# chinese mantis



## robo mantis (Sep 8, 2006)

Hey guys i just came home from camping it was very fun!!! well yesterday at the camp ground i found an adult female chinese mantis!! I just put her in the cage and she was freaking out.  she put up a fight i am calming her down be leaveing her cage on my counter and turning off the lights except my mantis light. Other people said they saw more than one mantid in the same area and i'm not shure if she mated or not?


----------



## Rick (Sep 8, 2006)

She is most likely mated. I've noticed wild caught mantids tend to not do well the first couple days as they try to escape their enclosures. They usually calm down after a few days.


----------



## robo mantis (Sep 8, 2006)

ok maybe i'll mate her just in case. lol i don't have a male yet


----------



## mantidman (Sep 8, 2006)

i have tons of chinese were i hunt i find typicaly 2-4 per day(mostly males)


----------



## robo mantis (Sep 8, 2006)

man how do you guys get so many my whole town has like not one mantis (i guess i need to let some nymphs go) to populate


----------



## Orin (Sep 11, 2006)

> man how do you guys get so many my whole town has like not one mantis (i guess i need to let some nymphs go) to populate


I found more than a dozen in my back yard this summer but only Chinese. The European mantis is found in other areas of my city. I've only seen one Carolina from my general area.

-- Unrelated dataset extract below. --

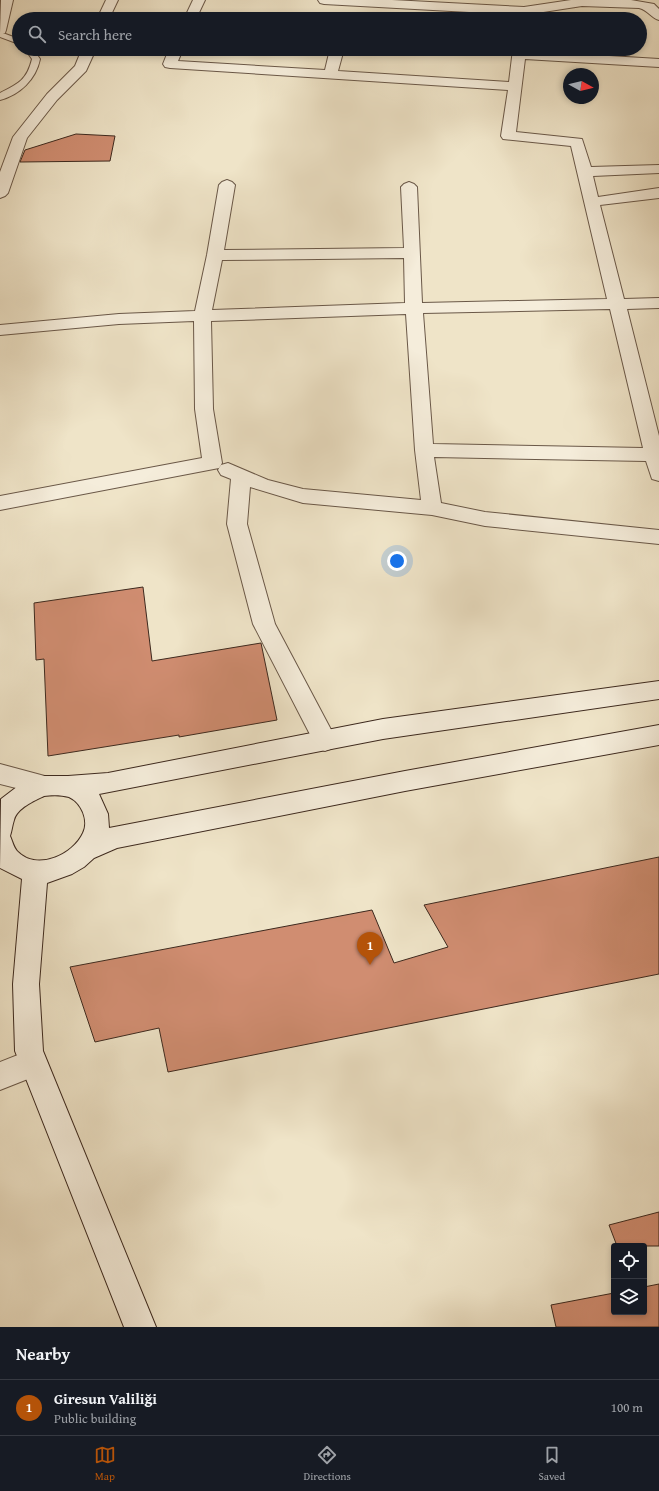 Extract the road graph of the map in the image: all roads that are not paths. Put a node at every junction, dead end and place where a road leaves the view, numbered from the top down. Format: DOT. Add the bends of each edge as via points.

If you caught an adult female wild it's almost 100% certain she mated.


----------



## mantidman (Sep 11, 2006)

theyre not rare u just need to know where to look. look in the underbrush or goldenrod and walk in tall fields if you see something jump inspect the area very closly.one time i was looking at a catterpiller and my friend pionted out that it was under my thumb!


----------



## robo mantis (Sep 11, 2006)

oh but anyway it looks like i'm getting her a mate just in case


----------